What you have to do » Restate word for word only the lines running from the one with "thumb mcp: (276, 359)" to the end of the data, both ends included. Omit any pictures.

+++ Record extracts +++

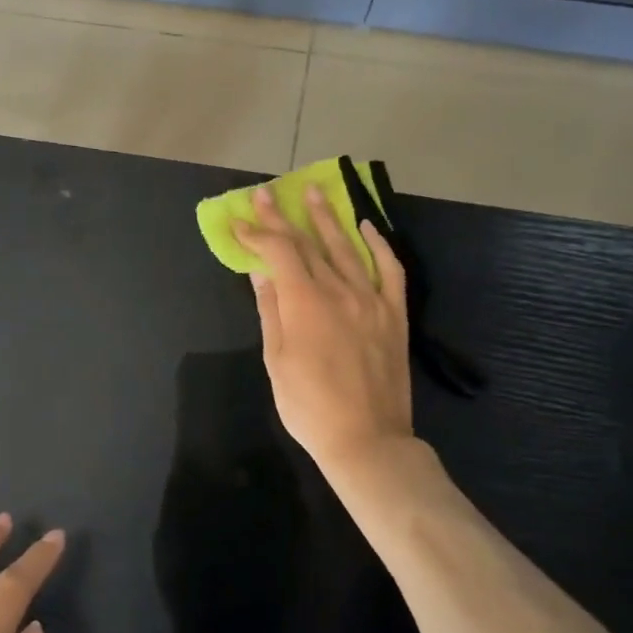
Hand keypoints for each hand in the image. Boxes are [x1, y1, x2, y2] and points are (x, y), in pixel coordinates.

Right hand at [233, 182, 413, 471]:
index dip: (257, 233)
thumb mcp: (276, 359)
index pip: (278, 252)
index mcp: (305, 302)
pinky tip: (366, 227)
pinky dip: (378, 244)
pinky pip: (389, 268)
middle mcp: (339, 290)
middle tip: (266, 193)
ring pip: (346, 247)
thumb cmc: (308, 406)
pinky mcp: (393, 313)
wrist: (366, 439)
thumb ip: (271, 310)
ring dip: (327, 218)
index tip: (239, 220)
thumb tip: (260, 271)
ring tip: (314, 193)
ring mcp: (371, 299)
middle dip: (282, 217)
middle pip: (307, 244)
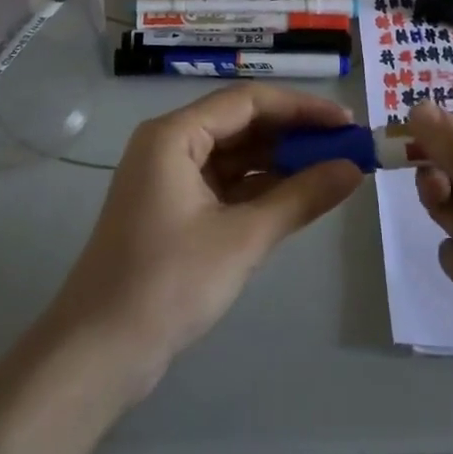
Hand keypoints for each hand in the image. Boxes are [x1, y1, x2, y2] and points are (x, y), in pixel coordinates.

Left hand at [46, 85, 365, 398]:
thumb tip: (354, 168)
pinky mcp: (173, 209)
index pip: (248, 101)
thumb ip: (301, 197)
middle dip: (293, 134)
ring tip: (331, 170)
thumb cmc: (168, 283)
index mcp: (174, 134)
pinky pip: (224, 183)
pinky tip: (297, 196)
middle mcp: (168, 144)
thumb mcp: (243, 237)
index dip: (302, 108)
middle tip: (346, 147)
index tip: (347, 122)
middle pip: (241, 123)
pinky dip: (259, 188)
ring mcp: (168, 178)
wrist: (98, 352)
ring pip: (234, 155)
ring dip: (279, 161)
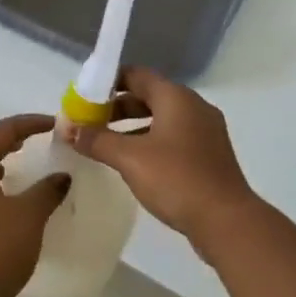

+++

Result of the exercise »
thumb mcp: (276, 359)
index pip: (278, 252)
index mcp: (305, 302)
pinky tip: (366, 227)
pinky dip: (378, 244)
pinky pip: (389, 268)
middle mcp: (339, 290)
middle tip: (266, 193)
ring pip: (346, 247)
thumb cmc: (308, 406)
pinky mcp: (393, 313)
wrist: (366, 439)
thumb ip: (271, 310)
ring dip: (327, 218)
index tip: (239, 220)
thumb tip: (260, 271)
ring tip: (314, 193)
ring mcp: (371, 299)
middle dip: (282, 217)
middle pip: (307, 244)
Hand keypoints for each hand in the image. Boxes are [x1, y1, x2, y2] and points are (x, y), in pixel coordinates.

Left hand at [46, 85, 365, 398]:
thumb tip: (354, 168)
pinky mcp: (173, 209)
index pip: (248, 101)
thumb ip: (301, 197)
middle dip: (293, 134)
ring tip: (331, 170)
thumb cmc: (168, 283)
index mcp: (174, 134)
pinky pip: (224, 183)
pinky tip: (297, 196)
middle mcp: (168, 144)
thumb mcp: (243, 237)
index dip: (302, 108)
middle tip: (346, 147)
index tip: (347, 122)
middle pip: (241, 123)
pinky dip: (259, 188)
ring mcp: (168, 178)
wrist: (98, 352)
ring pip: (234, 155)
ring dip: (279, 161)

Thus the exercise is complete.